(Stored data entries)
##########
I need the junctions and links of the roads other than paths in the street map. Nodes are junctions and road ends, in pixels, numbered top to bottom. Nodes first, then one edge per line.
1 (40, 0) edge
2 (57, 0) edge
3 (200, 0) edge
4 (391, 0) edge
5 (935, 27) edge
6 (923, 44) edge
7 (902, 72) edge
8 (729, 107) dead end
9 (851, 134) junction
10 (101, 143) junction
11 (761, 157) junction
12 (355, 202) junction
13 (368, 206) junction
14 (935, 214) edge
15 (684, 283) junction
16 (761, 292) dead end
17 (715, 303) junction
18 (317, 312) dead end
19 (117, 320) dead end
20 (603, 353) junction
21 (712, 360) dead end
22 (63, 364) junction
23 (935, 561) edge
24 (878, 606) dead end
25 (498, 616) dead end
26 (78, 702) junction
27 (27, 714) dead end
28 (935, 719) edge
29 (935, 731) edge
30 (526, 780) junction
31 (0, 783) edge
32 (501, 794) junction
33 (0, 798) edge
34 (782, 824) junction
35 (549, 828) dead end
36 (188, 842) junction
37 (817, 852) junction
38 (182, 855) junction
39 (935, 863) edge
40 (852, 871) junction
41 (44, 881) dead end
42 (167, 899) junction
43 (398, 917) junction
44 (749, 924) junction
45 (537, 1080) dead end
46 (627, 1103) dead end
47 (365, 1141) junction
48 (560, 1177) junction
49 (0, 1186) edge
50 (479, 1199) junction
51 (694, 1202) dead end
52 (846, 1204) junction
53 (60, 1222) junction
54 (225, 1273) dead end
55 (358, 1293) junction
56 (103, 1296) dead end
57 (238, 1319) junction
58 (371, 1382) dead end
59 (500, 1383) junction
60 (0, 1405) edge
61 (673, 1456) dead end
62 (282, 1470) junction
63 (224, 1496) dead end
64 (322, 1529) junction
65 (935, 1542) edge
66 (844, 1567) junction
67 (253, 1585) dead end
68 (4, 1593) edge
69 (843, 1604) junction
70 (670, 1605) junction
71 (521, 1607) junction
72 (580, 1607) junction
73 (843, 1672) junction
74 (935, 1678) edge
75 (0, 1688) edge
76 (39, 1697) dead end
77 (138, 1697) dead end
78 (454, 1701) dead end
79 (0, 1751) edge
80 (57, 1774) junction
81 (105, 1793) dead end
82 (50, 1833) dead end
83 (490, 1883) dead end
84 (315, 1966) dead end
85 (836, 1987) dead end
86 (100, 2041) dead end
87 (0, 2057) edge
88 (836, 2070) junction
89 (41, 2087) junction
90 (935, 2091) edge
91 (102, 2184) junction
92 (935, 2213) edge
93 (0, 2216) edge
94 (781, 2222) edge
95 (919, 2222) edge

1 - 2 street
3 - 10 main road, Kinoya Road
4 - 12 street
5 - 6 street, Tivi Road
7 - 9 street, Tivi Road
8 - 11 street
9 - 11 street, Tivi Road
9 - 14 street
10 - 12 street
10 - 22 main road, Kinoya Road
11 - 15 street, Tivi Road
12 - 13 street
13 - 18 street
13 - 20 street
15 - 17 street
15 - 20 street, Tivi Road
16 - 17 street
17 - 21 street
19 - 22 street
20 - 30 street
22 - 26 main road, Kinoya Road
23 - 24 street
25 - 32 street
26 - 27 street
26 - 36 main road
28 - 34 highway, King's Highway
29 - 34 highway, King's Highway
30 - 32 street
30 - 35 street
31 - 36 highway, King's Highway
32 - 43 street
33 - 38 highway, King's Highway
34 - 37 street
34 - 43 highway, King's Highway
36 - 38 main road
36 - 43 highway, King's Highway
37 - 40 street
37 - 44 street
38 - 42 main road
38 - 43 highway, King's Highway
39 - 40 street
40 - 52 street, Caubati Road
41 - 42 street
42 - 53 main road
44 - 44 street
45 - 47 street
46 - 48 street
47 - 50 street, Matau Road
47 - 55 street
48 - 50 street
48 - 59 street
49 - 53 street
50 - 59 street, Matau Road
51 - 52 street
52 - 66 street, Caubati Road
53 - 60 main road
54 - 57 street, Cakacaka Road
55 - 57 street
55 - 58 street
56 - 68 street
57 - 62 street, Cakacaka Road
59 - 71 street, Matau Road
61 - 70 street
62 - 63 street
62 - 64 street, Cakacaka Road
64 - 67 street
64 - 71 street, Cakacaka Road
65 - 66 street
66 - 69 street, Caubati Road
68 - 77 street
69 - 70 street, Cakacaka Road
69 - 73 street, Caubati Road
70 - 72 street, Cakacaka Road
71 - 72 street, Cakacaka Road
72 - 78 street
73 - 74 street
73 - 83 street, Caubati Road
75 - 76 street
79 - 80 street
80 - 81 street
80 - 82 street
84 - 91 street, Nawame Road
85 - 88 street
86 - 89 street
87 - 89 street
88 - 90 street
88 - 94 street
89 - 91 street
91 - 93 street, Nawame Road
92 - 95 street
##########
*What the task requires*
The exact wording of every entry above should be written out again.

*Your solution*
I need the junctions and links of the roads other than paths in the street map. Nodes are junctions and road ends, in pixels, numbered top to bottom. Nodes first, then one edge per line.
1 (40, 0) edge
2 (57, 0) edge
3 (200, 0) edge
4 (391, 0) edge
5 (935, 27) edge
6 (923, 44) edge
7 (902, 72) edge
8 (729, 107) dead end
9 (851, 134) junction
10 (101, 143) junction
11 (761, 157) junction
12 (355, 202) junction
13 (368, 206) junction
14 (935, 214) edge
15 (684, 283) junction
16 (761, 292) dead end
17 (715, 303) junction
18 (317, 312) dead end
19 (117, 320) dead end
20 (603, 353) junction
21 (712, 360) dead end
22 (63, 364) junction
23 (935, 561) edge
24 (878, 606) dead end
25 (498, 616) dead end
26 (78, 702) junction
27 (27, 714) dead end
28 (935, 719) edge
29 (935, 731) edge
30 (526, 780) junction
31 (0, 783) edge
32 (501, 794) junction
33 (0, 798) edge
34 (782, 824) junction
35 (549, 828) dead end
36 (188, 842) junction
37 (817, 852) junction
38 (182, 855) junction
39 (935, 863) edge
40 (852, 871) junction
41 (44, 881) dead end
42 (167, 899) junction
43 (398, 917) junction
44 (749, 924) junction
45 (537, 1080) dead end
46 (627, 1103) dead end
47 (365, 1141) junction
48 (560, 1177) junction
49 (0, 1186) edge
50 (479, 1199) junction
51 (694, 1202) dead end
52 (846, 1204) junction
53 (60, 1222) junction
54 (225, 1273) dead end
55 (358, 1293) junction
56 (103, 1296) dead end
57 (238, 1319) junction
58 (371, 1382) dead end
59 (500, 1383) junction
60 (0, 1405) edge
61 (673, 1456) dead end
62 (282, 1470) junction
63 (224, 1496) dead end
64 (322, 1529) junction
65 (935, 1542) edge
66 (844, 1567) junction
67 (253, 1585) dead end
68 (4, 1593) edge
69 (843, 1604) junction
70 (670, 1605) junction
71 (521, 1607) junction
72 (580, 1607) junction
73 (843, 1672) junction
74 (935, 1678) edge
75 (0, 1688) edge
76 (39, 1697) dead end
77 (138, 1697) dead end
78 (454, 1701) dead end
79 (0, 1751) edge
80 (57, 1774) junction
81 (105, 1793) dead end
82 (50, 1833) dead end
83 (490, 1883) dead end
84 (315, 1966) dead end
85 (836, 1987) dead end
86 (100, 2041) dead end
87 (0, 2057) edge
88 (836, 2070) junction
89 (41, 2087) junction
90 (935, 2091) edge
91 (102, 2184) junction
92 (935, 2213) edge
93 (0, 2216) edge
94 (781, 2222) edge
95 (919, 2222) edge

1 - 2 street
3 - 10 main road, Kinoya Road
4 - 12 street
5 - 6 street, Tivi Road
7 - 9 street, Tivi Road
8 - 11 street
9 - 11 street, Tivi Road
9 - 14 street
10 - 12 street
10 - 22 main road, Kinoya Road
11 - 15 street, Tivi Road
12 - 13 street
13 - 18 street
13 - 20 street
15 - 17 street
15 - 20 street, Tivi Road
16 - 17 street
17 - 21 street
19 - 22 street
20 - 30 street
22 - 26 main road, Kinoya Road
23 - 24 street
25 - 32 street
26 - 27 street
26 - 36 main road
28 - 34 highway, King's Highway
29 - 34 highway, King's Highway
30 - 32 street
30 - 35 street
31 - 36 highway, King's Highway
32 - 43 street
33 - 38 highway, King's Highway
34 - 37 street
34 - 43 highway, King's Highway
36 - 38 main road
36 - 43 highway, King's Highway
37 - 40 street
37 - 44 street
38 - 42 main road
38 - 43 highway, King's Highway
39 - 40 street
40 - 52 street, Caubati Road
41 - 42 street
42 - 53 main road
44 - 44 street
45 - 47 street
46 - 48 street
47 - 50 street, Matau Road
47 - 55 street
48 - 50 street
48 - 59 street
49 - 53 street
50 - 59 street, Matau Road
51 - 52 street
52 - 66 street, Caubati Road
53 - 60 main road
54 - 57 street, Cakacaka Road
55 - 57 street
55 - 58 street
56 - 68 street
57 - 62 street, Cakacaka Road
59 - 71 street, Matau Road
61 - 70 street
62 - 63 street
62 - 64 street, Cakacaka Road
64 - 67 street
64 - 71 street, Cakacaka Road
65 - 66 street
66 - 69 street, Caubati Road
68 - 77 street
69 - 70 street, Cakacaka Road
69 - 73 street, Caubati Road
70 - 72 street, Cakacaka Road
71 - 72 street, Cakacaka Road
72 - 78 street
73 - 74 street
73 - 83 street, Caubati Road
75 - 76 street
79 - 80 street
80 - 81 street
80 - 82 street
84 - 91 street, Nawame Road
85 - 88 street
86 - 89 street
87 - 89 street
88 - 90 street
88 - 94 street
89 - 91 street
91 - 93 street, Nawame Road
92 - 95 street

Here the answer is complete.